Robert Kennedy morì in cucina, come si sa. Nelle cucine dell’Ambassador Hotel di Los Angeles, che stava attraversando per lasciare il luogo di un suo affollatissimo discorso e raggiungere un’improvvisata conferenza stampa. Aveva appena vinto le primarie della California, decisive per battere McCarthy e vedersela alla Convention di Chicago con Humprey (sarebbe stata la famosa convention degli scontri tra polizia e contestatori sessantottini, e del processo ai “Chicago seven”). Su YouTube si trovano moltissimi materiali originali su quel discorso e sui momenti successivi: ma malgrado il piccolo corteo di giornalisti e fotografi intorno a lui, esistono solo immagini immediatamente seguenti gli spari. Mentre stringeva le mani al personale della cucina lo uccisero i colpi di Sirhan Sirhan, allora un ventiquattrenne di origine palestinese, le cui motivazioni non sono mai state chiarite (quella convenzionale riguarda il filoisraelismo di Kennedy, ma c’è anche qui un mondo di “punti oscuri”), e che sta ancora scontando l’ergastolo in una prigione californiana. Robert Kennedy morì in ospedale il giorno dopo, a quarantadue anni.
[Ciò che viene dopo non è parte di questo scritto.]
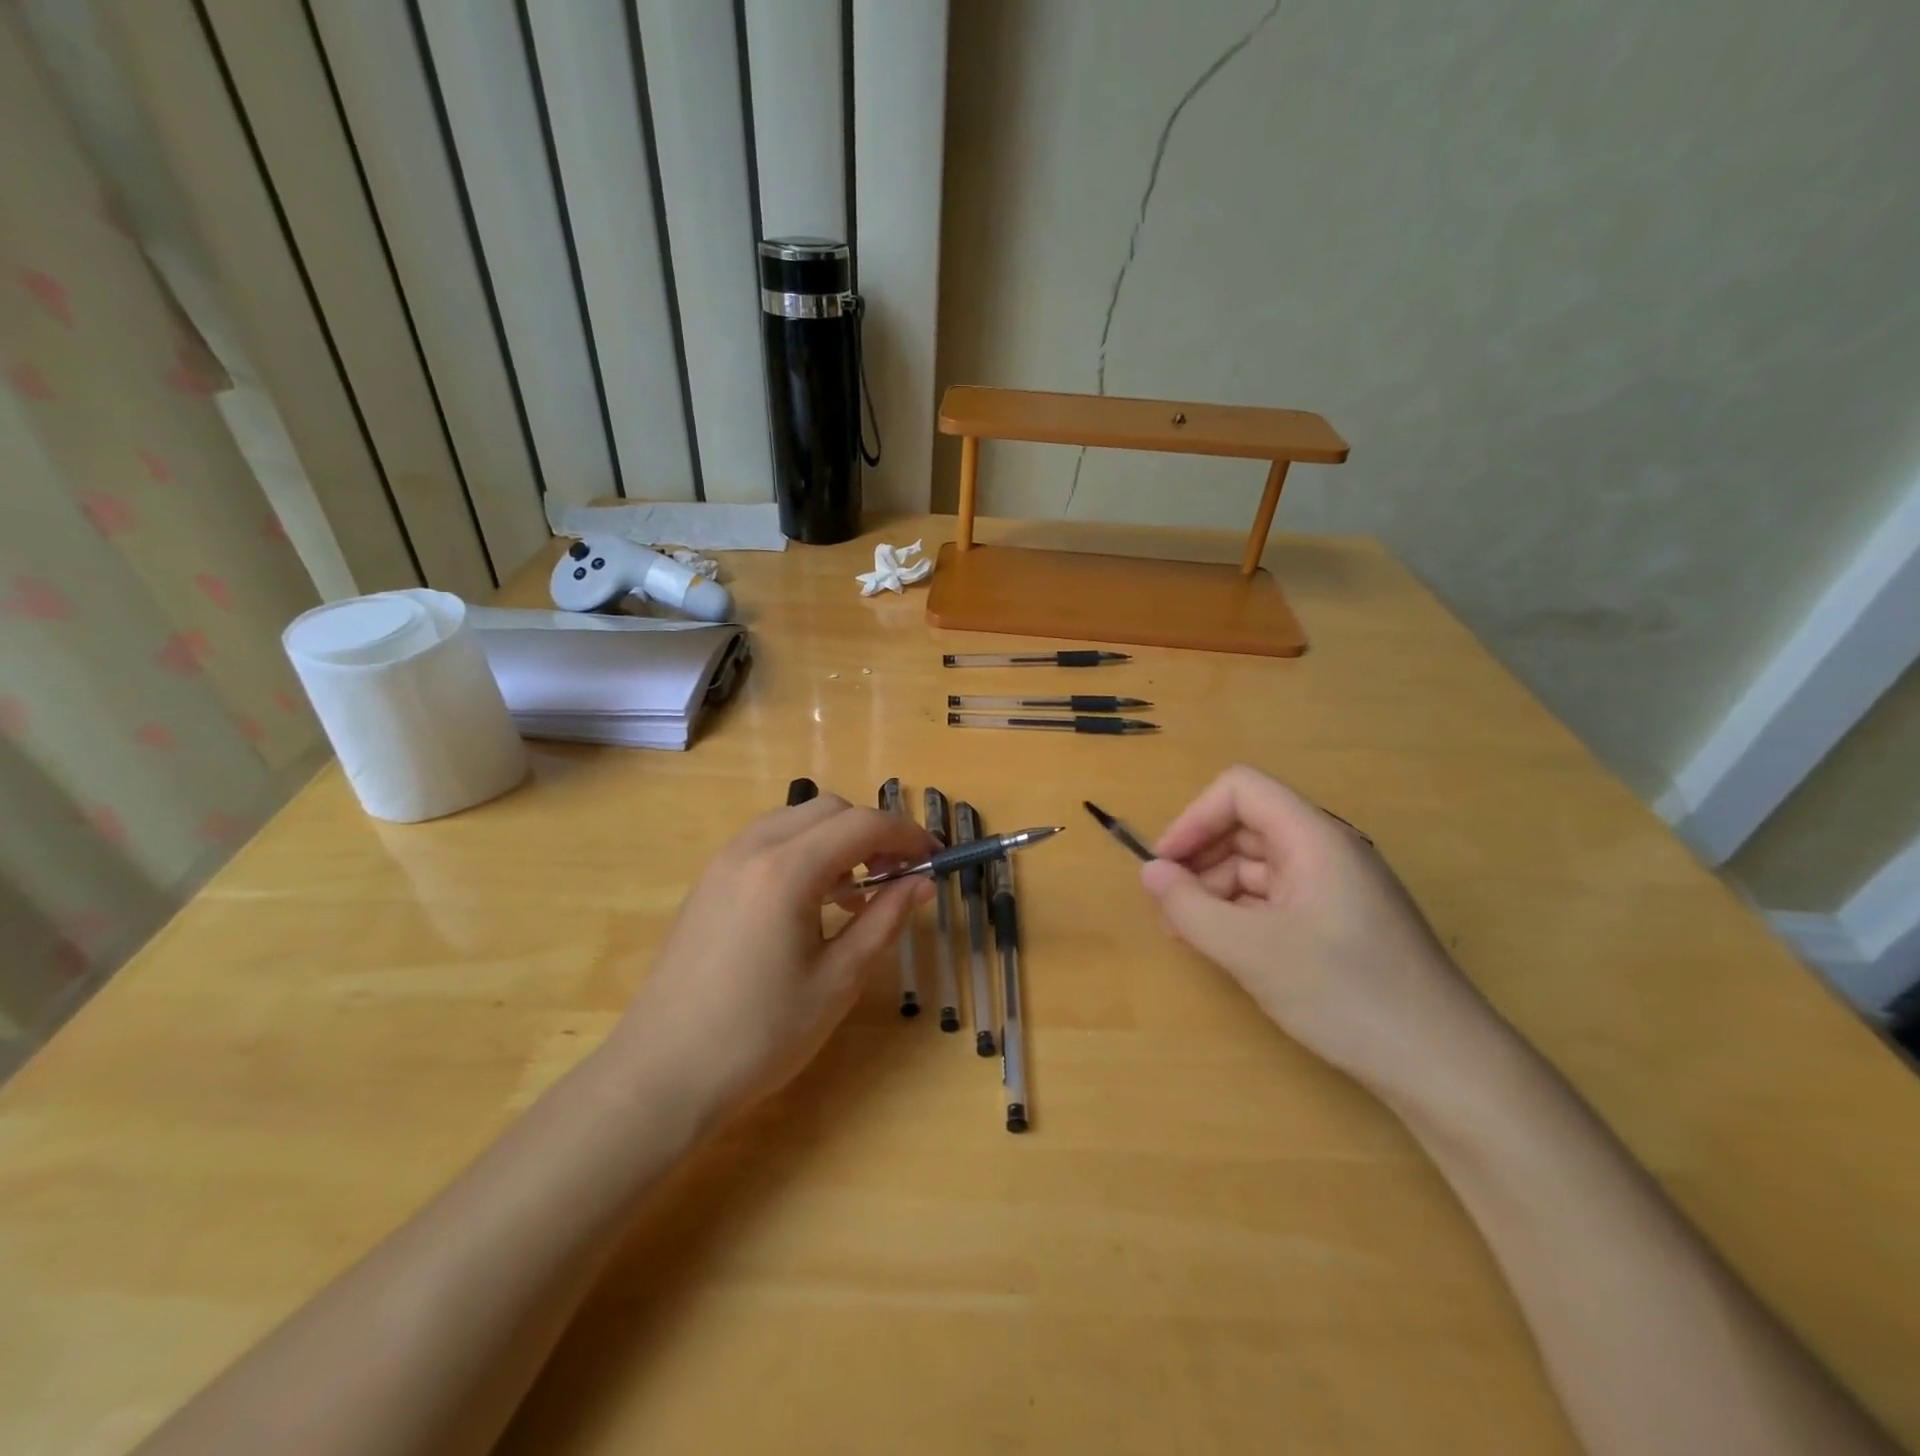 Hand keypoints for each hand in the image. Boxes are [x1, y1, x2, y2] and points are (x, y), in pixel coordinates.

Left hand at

Un giorno, la settimana scorsa, ho trovato sul banco di una libreria il libro di Paul Fusco che si chiama “Paul Fusco RFK”. La storia è stata molto raccontata i mesi scorsi, soprattutto in un lungo articolo di Mario Calabresi su Repubblica. Fusco è un fotografo che fu mandato sul treno che portava la bara di Robert Kennedy da New York – dove si tenne il funerale, nella cattedrale di Saint Patrick, due giorni dopo la sua morte – a Washington, dove sarebbe stato seppellito vicino a suo fratello John. Il viaggio del treno fu lento e durò una giornata, e fu seguito da migliaia di persone che si avvicinarono ai binari per tutto il tragitto per salutare la bara. Fusco le fotografò, e il servizio è pazzesco. Ma non lo usò nessuno fino a dieci anni fa, quando alcune di quelle foto uscirono in un volume intitolato “RFK Funeral Train”. Lo scorso mese, un nuovo gruppo di foto tratte da quella giornata e ritrovate di recente è stato pubblicato in un secondo volume, quello che mi sono messo a guardare in quella libreria.
Tutto questo per dire che non dovreste fermarvi a leggere questo racconto o gli altri su quelle foto, come avevo colpevolmente fatto io. Stavo in quella libreria, e sfogliavo gli scatti di Fusco, e avevo i brividi. Su Amazon sta a trentuno dollari e mezzo.